Local veterans and High Springs Lions Club members greeted each other and quickly got down to the task at hand — paying tribute to fallen war heroes.
There were a dozen people taking part in the ceremony held at the memorial erected by Gordon Rimes of Post 97 of the American Legion High Springs on October 11, 1980.
The monument’s message: “In honor of those who served in time of war, A mighty mother turns in tears, the pages of her battle years, lamenting all her fallen sons.”

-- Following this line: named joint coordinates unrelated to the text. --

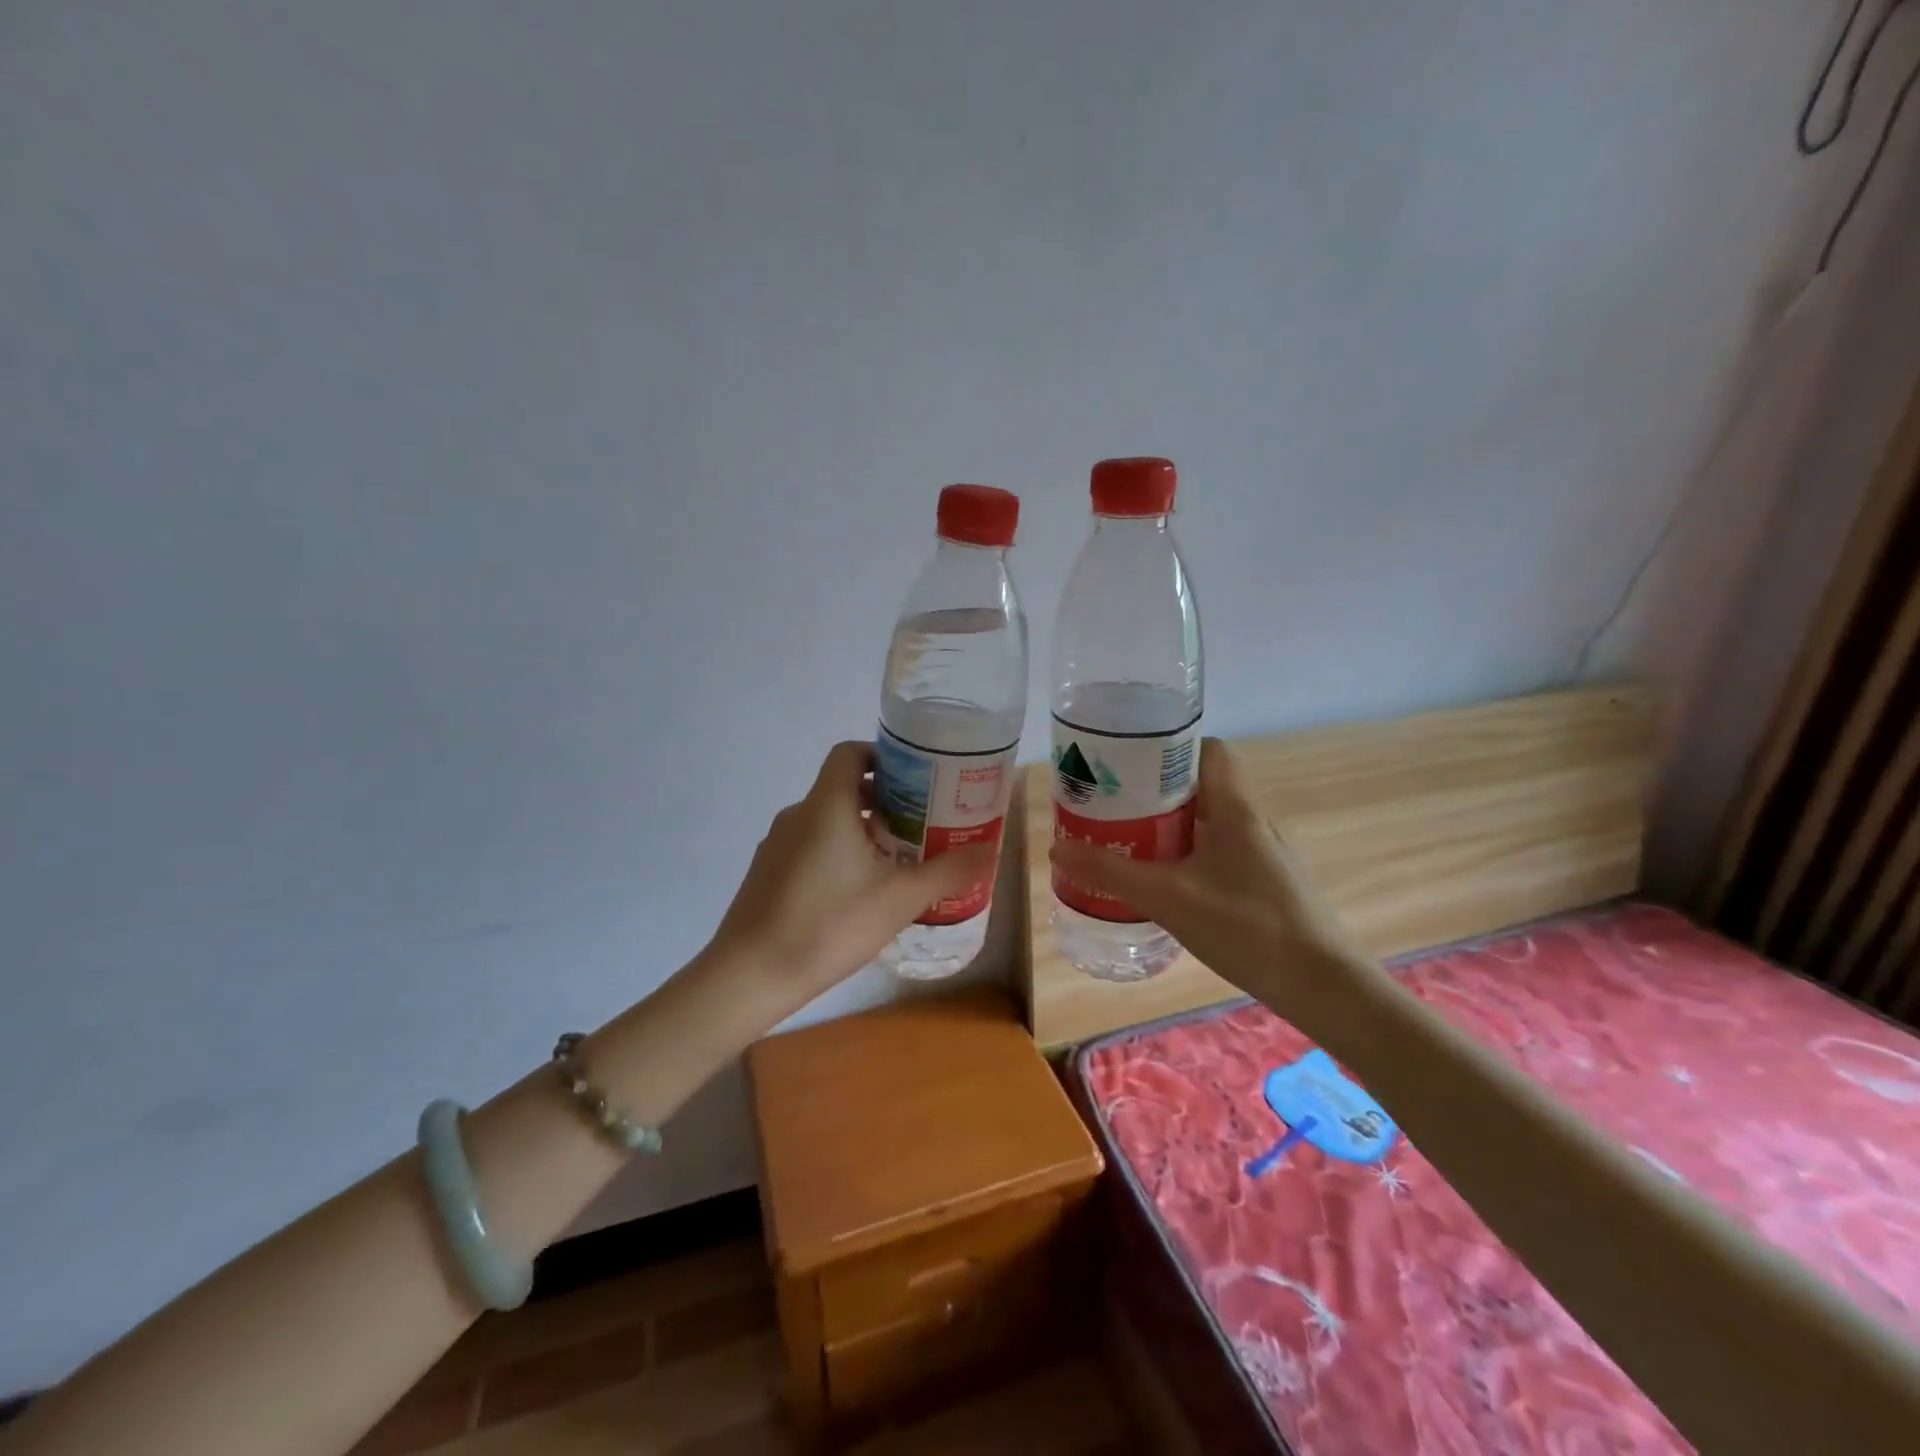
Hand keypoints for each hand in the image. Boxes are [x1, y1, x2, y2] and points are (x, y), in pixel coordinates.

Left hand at [707, 740, 997, 1016]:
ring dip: (864, 830)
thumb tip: (989, 850)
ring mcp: (777, 845)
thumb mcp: (899, 898)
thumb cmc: (829, 924)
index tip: (917, 779)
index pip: (850, 753)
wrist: (749, 976)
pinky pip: (811, 846)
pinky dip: (839, 853)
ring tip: (898, 861)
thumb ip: (947, 872)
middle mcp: (798, 814)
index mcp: (826, 805)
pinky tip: (859, 893)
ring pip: (828, 820)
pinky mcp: (768, 873)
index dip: (883, 756)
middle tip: (923, 824)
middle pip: (844, 787)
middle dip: (886, 800)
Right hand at [1049, 738, 1363, 1006]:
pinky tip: (1167, 882)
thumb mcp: (1168, 897)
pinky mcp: (1268, 882)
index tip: (1129, 762)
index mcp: (1235, 807)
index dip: (1170, 747)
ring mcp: (1265, 853)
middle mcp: (1254, 820)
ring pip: (1211, 820)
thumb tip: (1057, 848)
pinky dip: (1191, 854)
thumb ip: (1112, 872)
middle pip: (1203, 784)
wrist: (1322, 986)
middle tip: (1114, 804)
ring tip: (1130, 839)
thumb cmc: (1247, 926)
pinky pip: (1222, 850)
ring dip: (1172, 824)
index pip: (1209, 749)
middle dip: (1157, 790)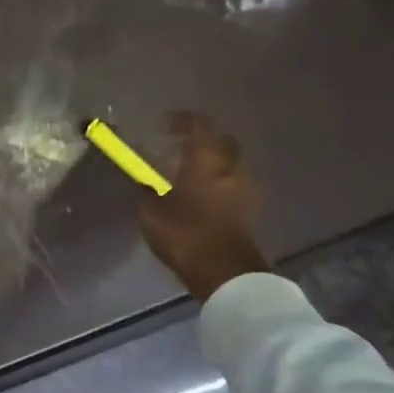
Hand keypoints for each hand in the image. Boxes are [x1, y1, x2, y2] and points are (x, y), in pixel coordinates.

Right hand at [138, 112, 269, 302]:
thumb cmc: (185, 234)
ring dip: (213, 162)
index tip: (163, 125)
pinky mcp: (252, 208)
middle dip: (202, 140)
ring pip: (231, 162)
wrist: (225, 272)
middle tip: (179, 148)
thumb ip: (146, 188)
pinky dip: (221, 181)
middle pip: (221, 141)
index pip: (199, 125)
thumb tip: (141, 178)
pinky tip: (203, 195)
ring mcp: (247, 187)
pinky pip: (236, 183)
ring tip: (189, 173)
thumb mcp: (151, 211)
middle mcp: (231, 166)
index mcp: (207, 159)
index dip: (181, 120)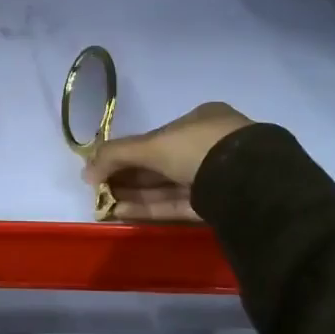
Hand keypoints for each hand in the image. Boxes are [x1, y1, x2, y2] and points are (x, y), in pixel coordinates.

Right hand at [82, 102, 252, 221]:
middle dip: (129, 176)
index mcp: (201, 121)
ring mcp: (219, 176)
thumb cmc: (198, 148)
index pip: (157, 137)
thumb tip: (84, 171)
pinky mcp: (221, 205)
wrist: (250, 182)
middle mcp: (211, 145)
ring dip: (136, 194)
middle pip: (161, 163)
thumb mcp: (152, 145)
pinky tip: (124, 212)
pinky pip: (180, 204)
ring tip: (106, 204)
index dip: (128, 152)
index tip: (104, 167)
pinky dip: (152, 208)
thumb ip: (116, 155)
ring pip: (169, 185)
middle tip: (100, 189)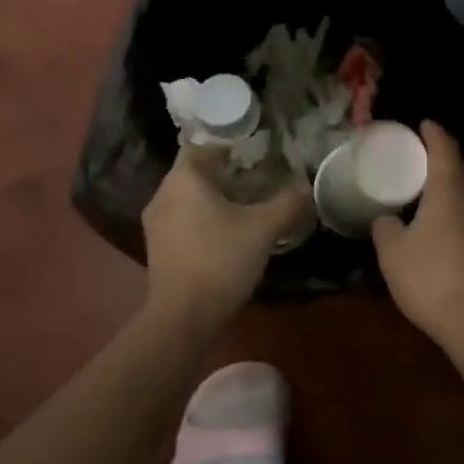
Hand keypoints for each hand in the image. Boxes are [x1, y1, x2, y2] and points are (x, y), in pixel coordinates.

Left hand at [143, 145, 310, 328]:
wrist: (183, 316)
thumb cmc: (221, 260)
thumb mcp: (263, 229)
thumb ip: (287, 204)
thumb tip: (307, 188)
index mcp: (185, 180)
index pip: (201, 147)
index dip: (227, 147)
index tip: (253, 155)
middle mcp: (163, 195)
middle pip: (193, 173)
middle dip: (222, 174)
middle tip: (255, 180)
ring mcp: (155, 223)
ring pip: (186, 198)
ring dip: (211, 199)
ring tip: (244, 207)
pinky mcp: (157, 248)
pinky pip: (181, 220)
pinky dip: (201, 219)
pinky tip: (225, 235)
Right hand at [371, 121, 463, 346]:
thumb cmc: (432, 277)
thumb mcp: (392, 253)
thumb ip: (386, 227)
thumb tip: (387, 218)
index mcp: (451, 189)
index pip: (445, 148)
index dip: (434, 133)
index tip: (424, 124)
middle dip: (448, 160)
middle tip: (424, 162)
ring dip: (459, 186)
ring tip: (436, 193)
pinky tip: (450, 227)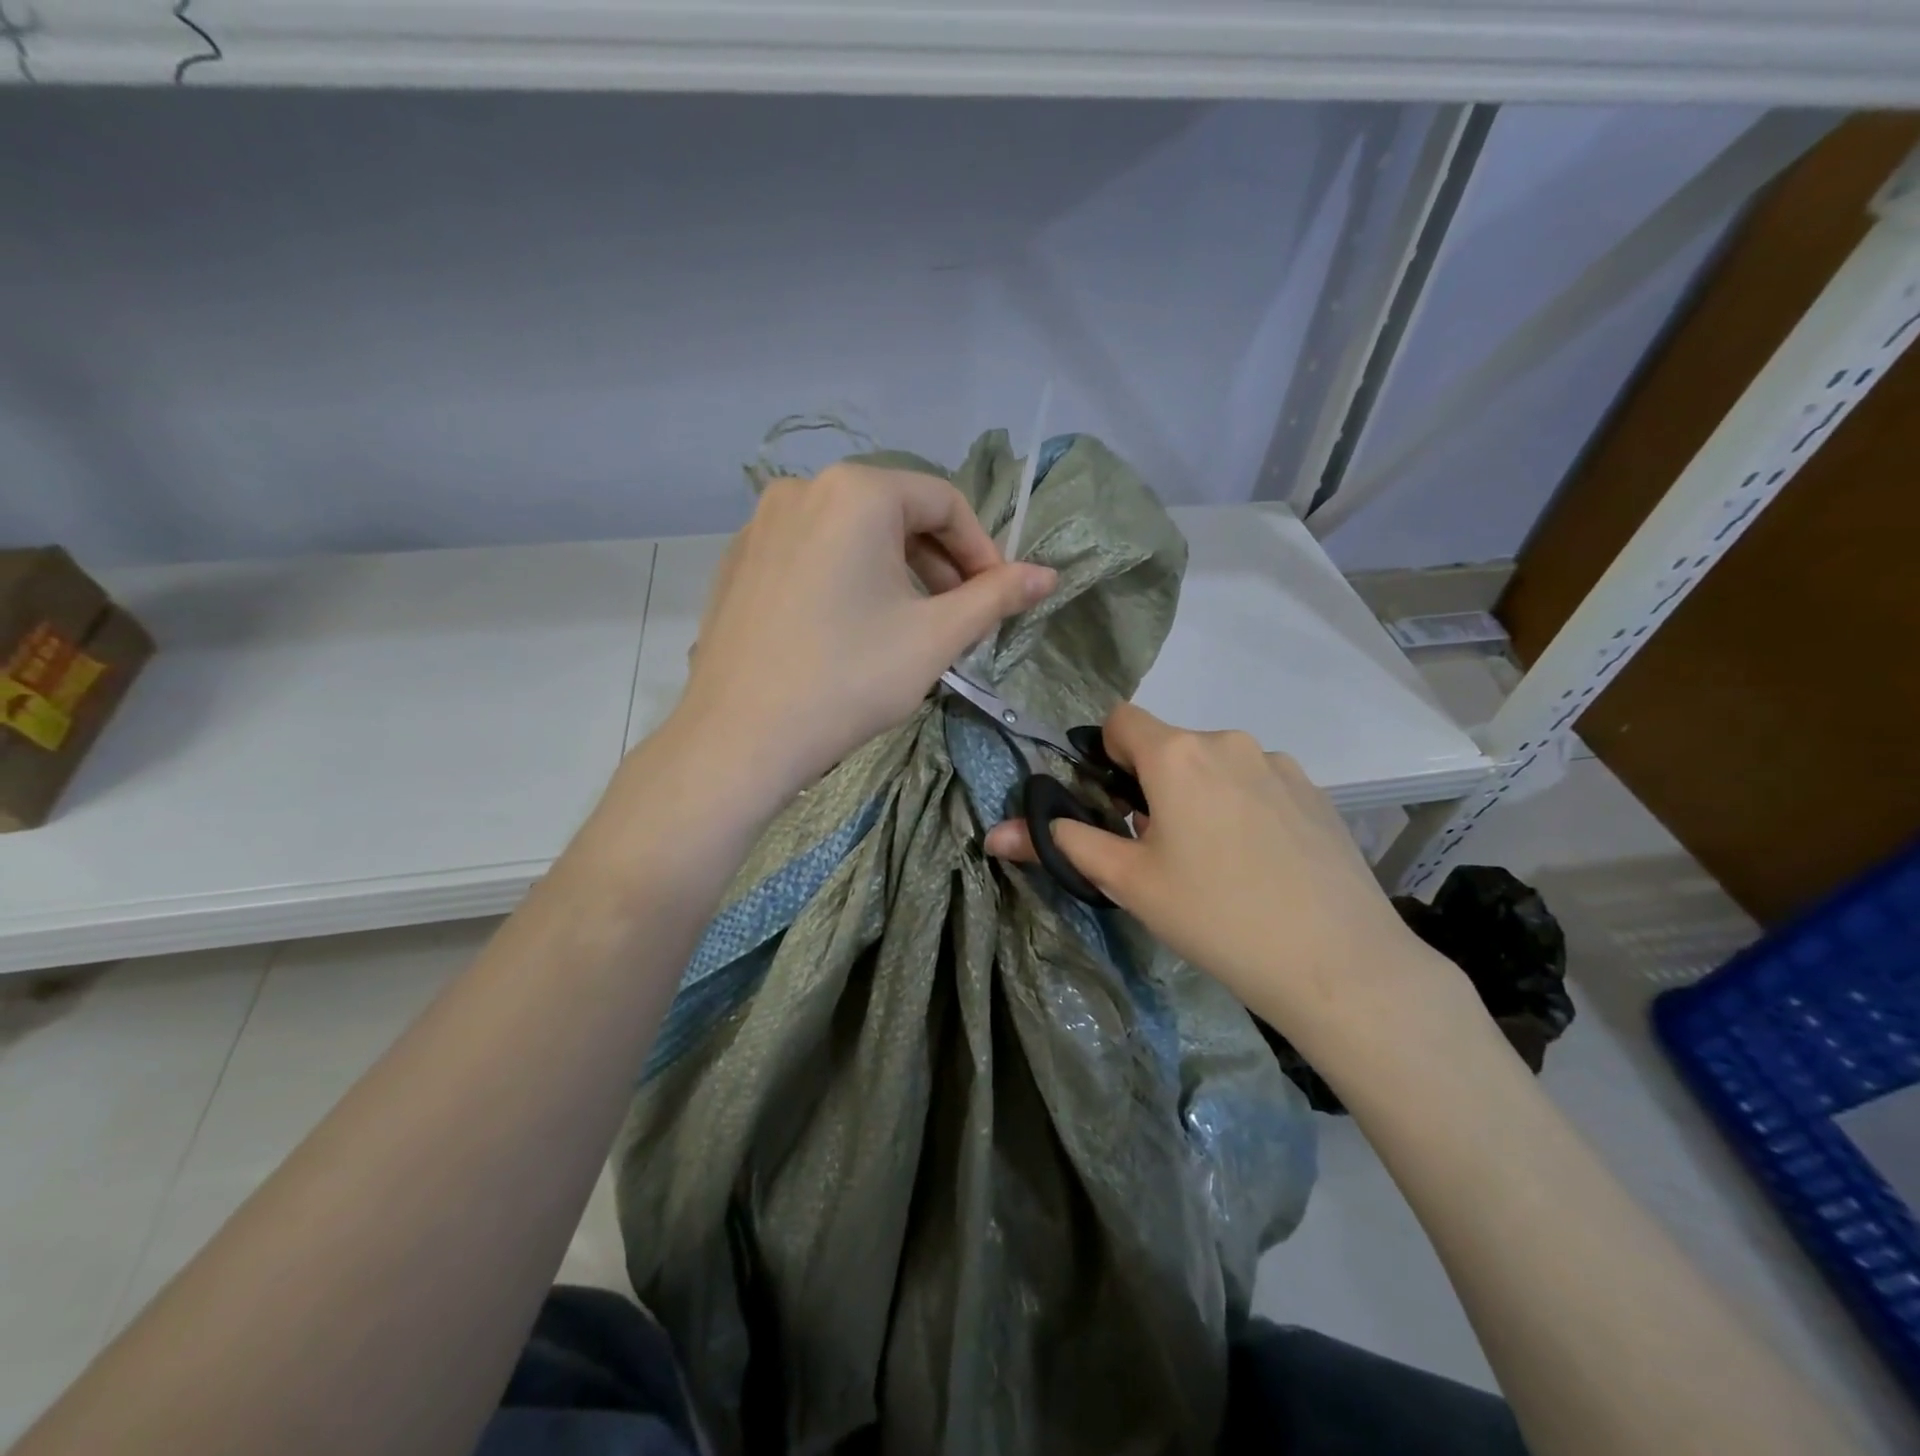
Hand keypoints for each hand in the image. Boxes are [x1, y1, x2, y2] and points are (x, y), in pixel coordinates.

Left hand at [673, 463, 1055, 796]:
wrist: (739, 738)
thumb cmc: (848, 680)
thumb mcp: (935, 637)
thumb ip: (996, 597)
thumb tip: (1049, 575)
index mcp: (856, 492)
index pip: (944, 502)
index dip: (983, 550)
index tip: (998, 598)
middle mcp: (803, 488)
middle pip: (896, 514)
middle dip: (939, 564)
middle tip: (959, 618)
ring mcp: (761, 524)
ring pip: (853, 535)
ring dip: (896, 573)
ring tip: (910, 628)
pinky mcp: (738, 561)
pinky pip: (812, 554)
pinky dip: (847, 579)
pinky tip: (852, 630)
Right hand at [985, 703, 1442, 1042]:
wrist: (1339, 963)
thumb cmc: (1216, 916)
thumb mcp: (1129, 883)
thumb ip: (1063, 845)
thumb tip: (996, 833)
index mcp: (1178, 754)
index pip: (1122, 719)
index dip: (1107, 754)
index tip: (1115, 805)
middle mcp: (1229, 742)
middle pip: (1170, 746)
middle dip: (1152, 784)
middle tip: (1159, 849)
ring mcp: (1280, 765)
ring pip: (1215, 766)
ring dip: (1199, 795)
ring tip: (1216, 862)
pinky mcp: (1316, 792)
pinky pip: (1258, 783)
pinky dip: (1243, 807)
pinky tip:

Veteran and Vice President of the U.S. Military Vets Spike Mueller rang a bell and first announced the Unknown Soldier and a flag was placed in the ground on the monument’s edge. One by one, Mueller spoke the names on the monument and a flag was placed in their honor.
“World War I: Oliver Marion Heidt and Gordon Rimes, World War II: James Paul Banks, Gordon Chappell, Norman Dear, James W. DeGraff, Grover W. McCall, Robert Gerald McDonnell, Irvin O’Steen, John Sharp, W.H. Swilley, Jr., Charles W. Smith, Joseph Pink Thompson, Samuel Tonge, James D. Westmoreland, Orman Rudolph Wimmer, and Vietnam: Dale McComb,” each were recognized.
The Veterans then saluted the war heroes and concluded the ceremony in 10 minutes time.
Scott Burton, 70, was a United State Marine and radio operator who served in Vietnam from 1967 to 1970. “I still miss some people who didn’t make it,” he said.
Dan Mauldin, 59, served in the Army from 1980 to 1984. “I’m not a combat veteran,” he said about his time spent as an engineer. Mauldin said he just wanted to pay his respect to fallen heroes on Memorial Day.
And Ervin Hiney, 88, of Alachua said he enlisted at age 18 and served in the United States Air Force for 20 years. Hiney flew fighter planes including the B-52 and said he dropped bombs in Vietnam. He also served during the Korean War.
“I wanted to fly,” he said about why he joined the military. “They taught me to fly and gave me a plane.”
The U.S. Military Vets have a patch on their leather bike vests that reads: “In memory of those who gave their lives in the service of USA.”
And when they climbed on their motorcycles and drove away after the ceremony, they had accomplished their mission.